Now, watching him move around on the cutting board, he clearly has it down to a science. He moves noticeably fast for someone carrying sometimes two enormous knives, and can be seen measuring sections of meat with his fingers, guessing the exact weight down to less than half an ounce with near-perfect accuracy.
The way this competition works: every year, Texas Roadhouse holds the championship meat-cutting event, and it's both a promotional strategy for the restaurant chain, as well as a training and motivation tactic for the meat cutters. The competition has been happening nationally within Texas Roadhouse for more than 25 years, and Barragan’s manager, Steve Mulligan, said it’s much more than a promotional event.
“It's not only a promotional thing for the restaurant, it's also an incentive for our in-house meat cutter to make sure that he's practicing every day, and meeting our standards and getting as good of a yield as he possibly can so that when we do come time for the competition, he's got a chance at winning,” Mulligan said.
“It’s what keeps them sharp, so to speak.”
The cutters are evaluated on speed, accuracy, and what's called yield. Yield, in this context, means what percentage of meat they are able to chop into regulation-sized steaks, compared to the overall weight of the specimen they start with.
“So lets say they start with 60 pounds of meat. Actually, lets say 100 for easy math,” Mulligan said. “They start with 100 pounds, they cut it to our specifications for our steak sizes, and they end up with 80 pounds of meat, right—so that’s 20% loss—or 80% yield.
"Now let’s say another guy cuts, and he only gets 78% yield. Obviously the one with the higher yield [80%] is going to win.”
This year, at the last showdown in New Jersey, Barragan actually made an error when he measured his own progress, and thought he was eliminated from the contest. But the judges caught it, and determined he rightfully deserved to place in the Top 5—all it took for him to win an invitation to the final round in March.

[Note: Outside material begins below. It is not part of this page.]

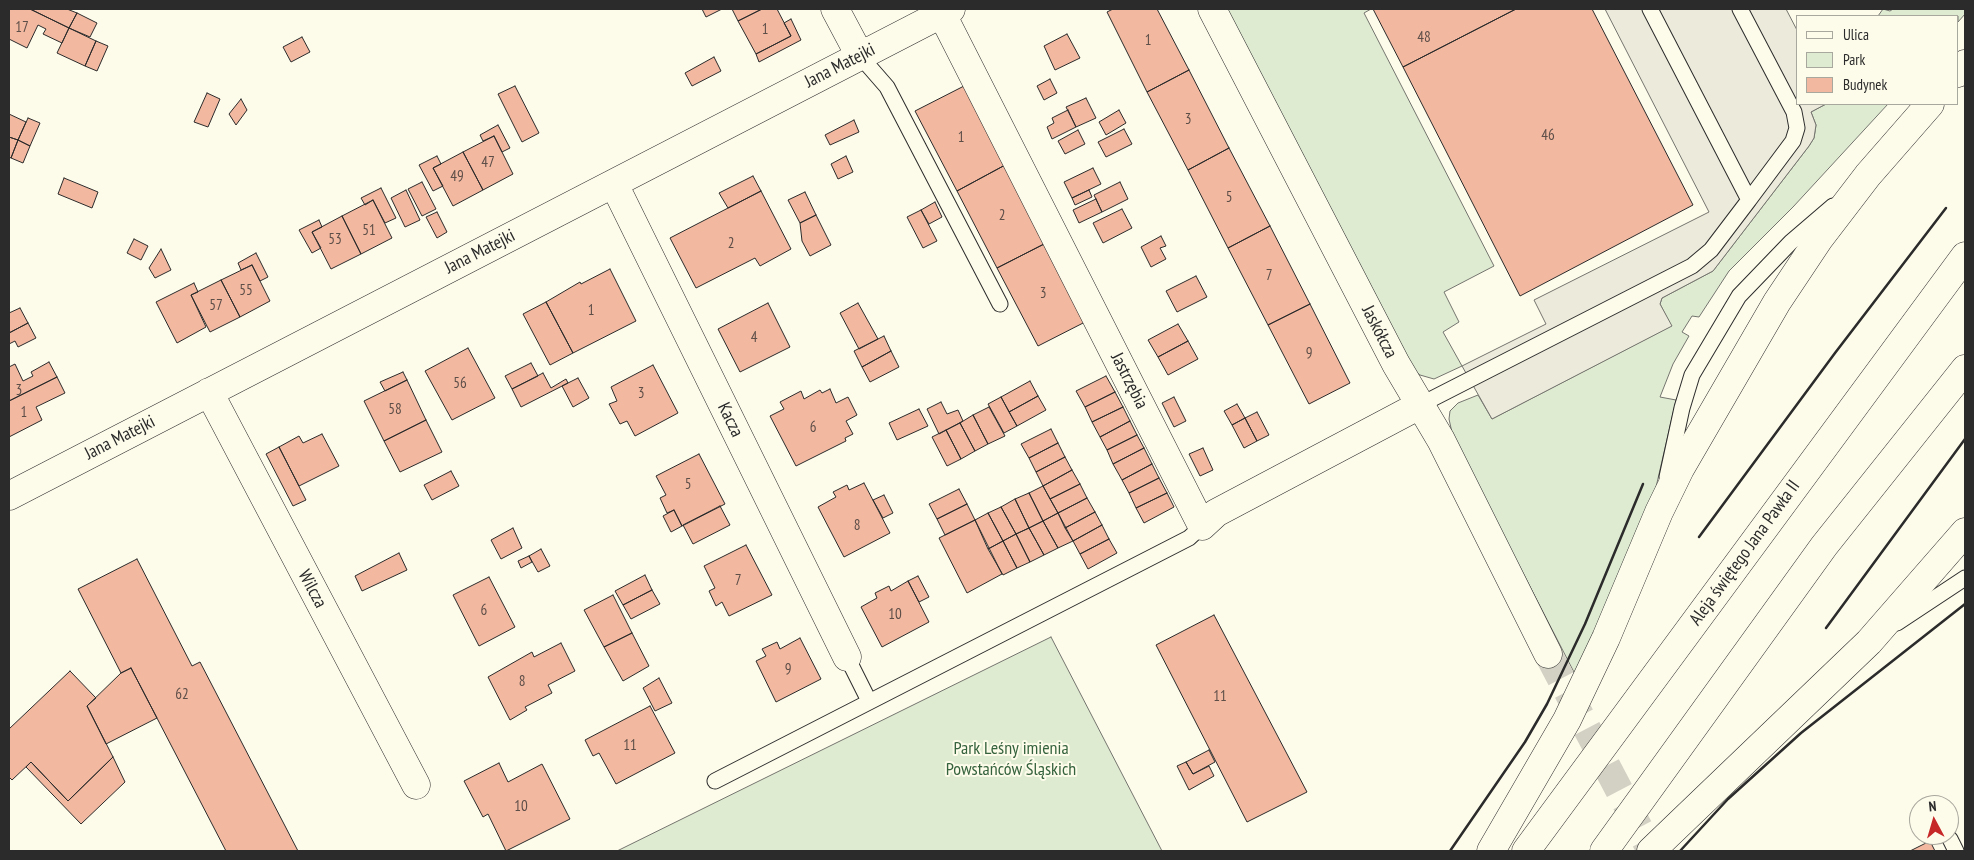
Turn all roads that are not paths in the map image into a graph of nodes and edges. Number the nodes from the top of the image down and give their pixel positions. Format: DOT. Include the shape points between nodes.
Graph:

"When they announced my name, I couldn’t believe it,” he said. “I just, I don’t know how to describe the feeling. I was getting all kinds of congratulations, I called my wife, it was amazing.”

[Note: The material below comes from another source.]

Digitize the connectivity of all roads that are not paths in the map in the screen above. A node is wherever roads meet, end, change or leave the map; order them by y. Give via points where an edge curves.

When asked what he would do with the money if he wins the next round, Barrigan said, “probably buy a brand new car. I don’t know what kind, probably an SUV or a truck.”

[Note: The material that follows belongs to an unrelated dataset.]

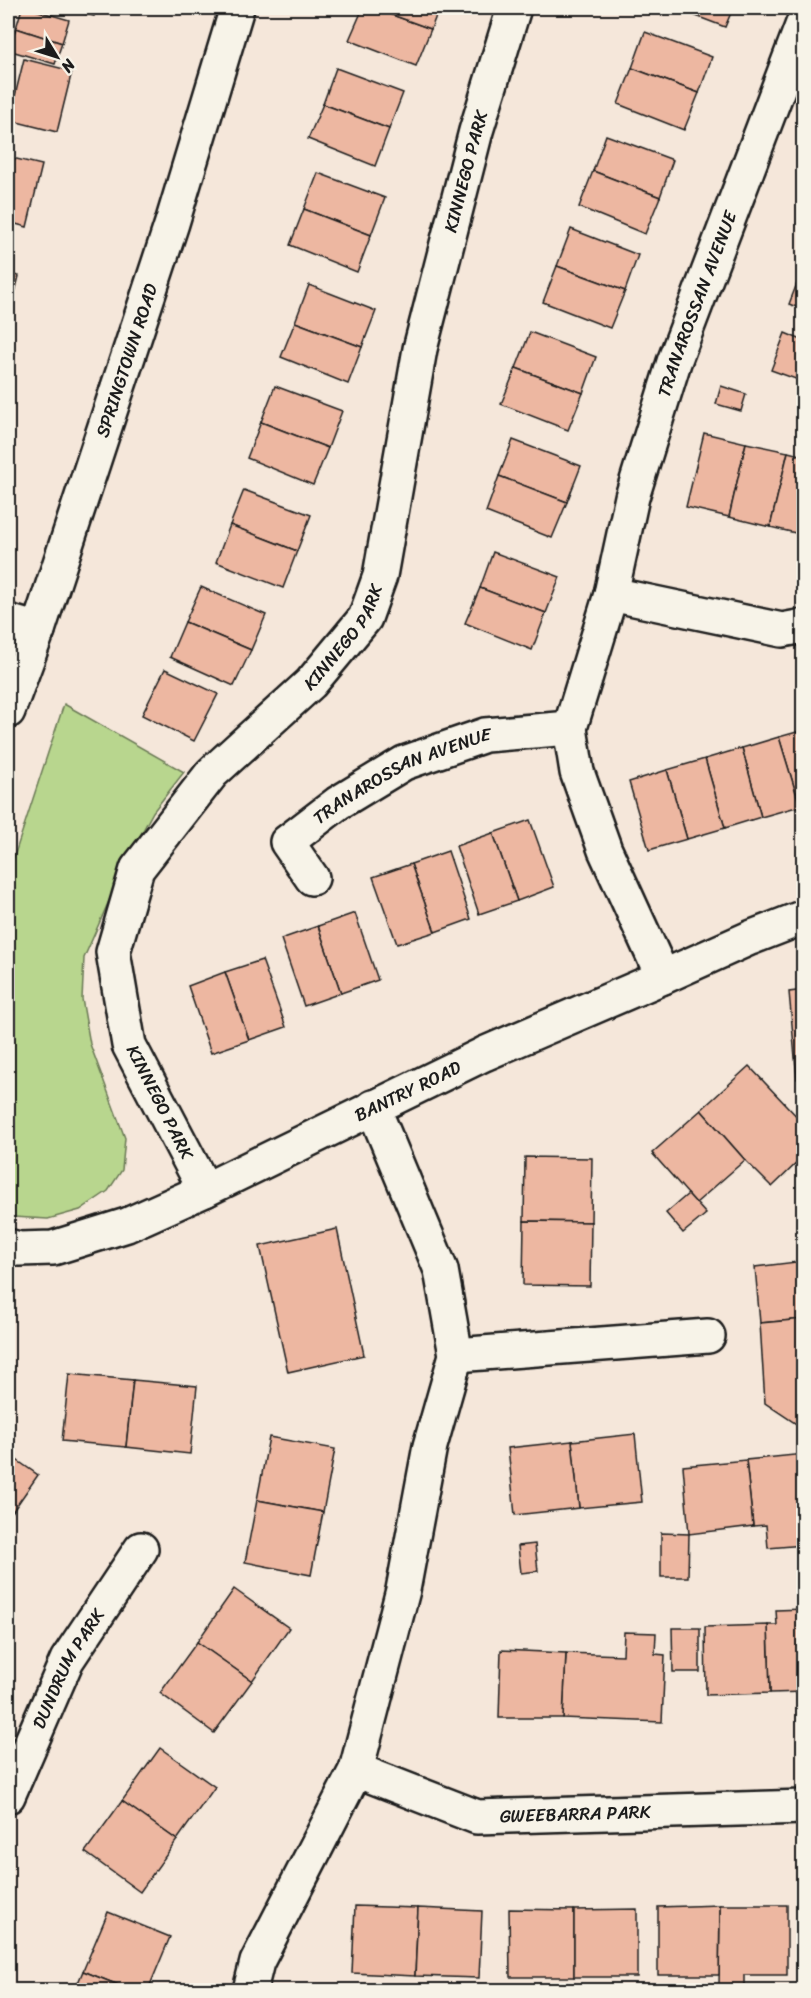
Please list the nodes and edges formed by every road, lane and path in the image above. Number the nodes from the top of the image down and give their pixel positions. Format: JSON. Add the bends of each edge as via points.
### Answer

Before every competition—and every normal day at work—Barragan said he prays to God in those moments:
"I ask him to help me concentrate, and I thank him for everything he has done," Barragan said.
He also said it's important that he has a good, nutritious breakfast before a competition—something he said he neglected in previous competitions. At the last showdown in New Jersey, Barragan managed to find a restaurant that served huevos rancheros the morning of the event.
The final event is March 5 in Kansas City, where 25 meat cutters, including Barragan, will take part. He said he is nervous, but excited. Luckily for him, he appears to be surrounded by people who believe in him.
One of those people is his manager, Mulligan, the managing partner at the Texas Roadhouse. A New Yorker with a friendly smile and a wicked sense of humor, Mulligan is among the people at the steakhouse who saw Barragan's potential early on, while he was still a lower-level cook in the kitchen eight years ago, and taught him how to cut meat the professional way.
"Without Miguel, we wouldn't make any money," he said. "He cuts all the meat, he makes sure it's up to spec, he's the, he's the main guy in this operation," Mulligan said, patting Barragan on the back. Barragan smiled.
When asked if he believes Barragan could win the next stop on the competition tour, Mulligan said "there is no doubt in my mind. Hands down, absolutely, yes."
When asked if he believes in himself, Barragan said, "Yes, I believe."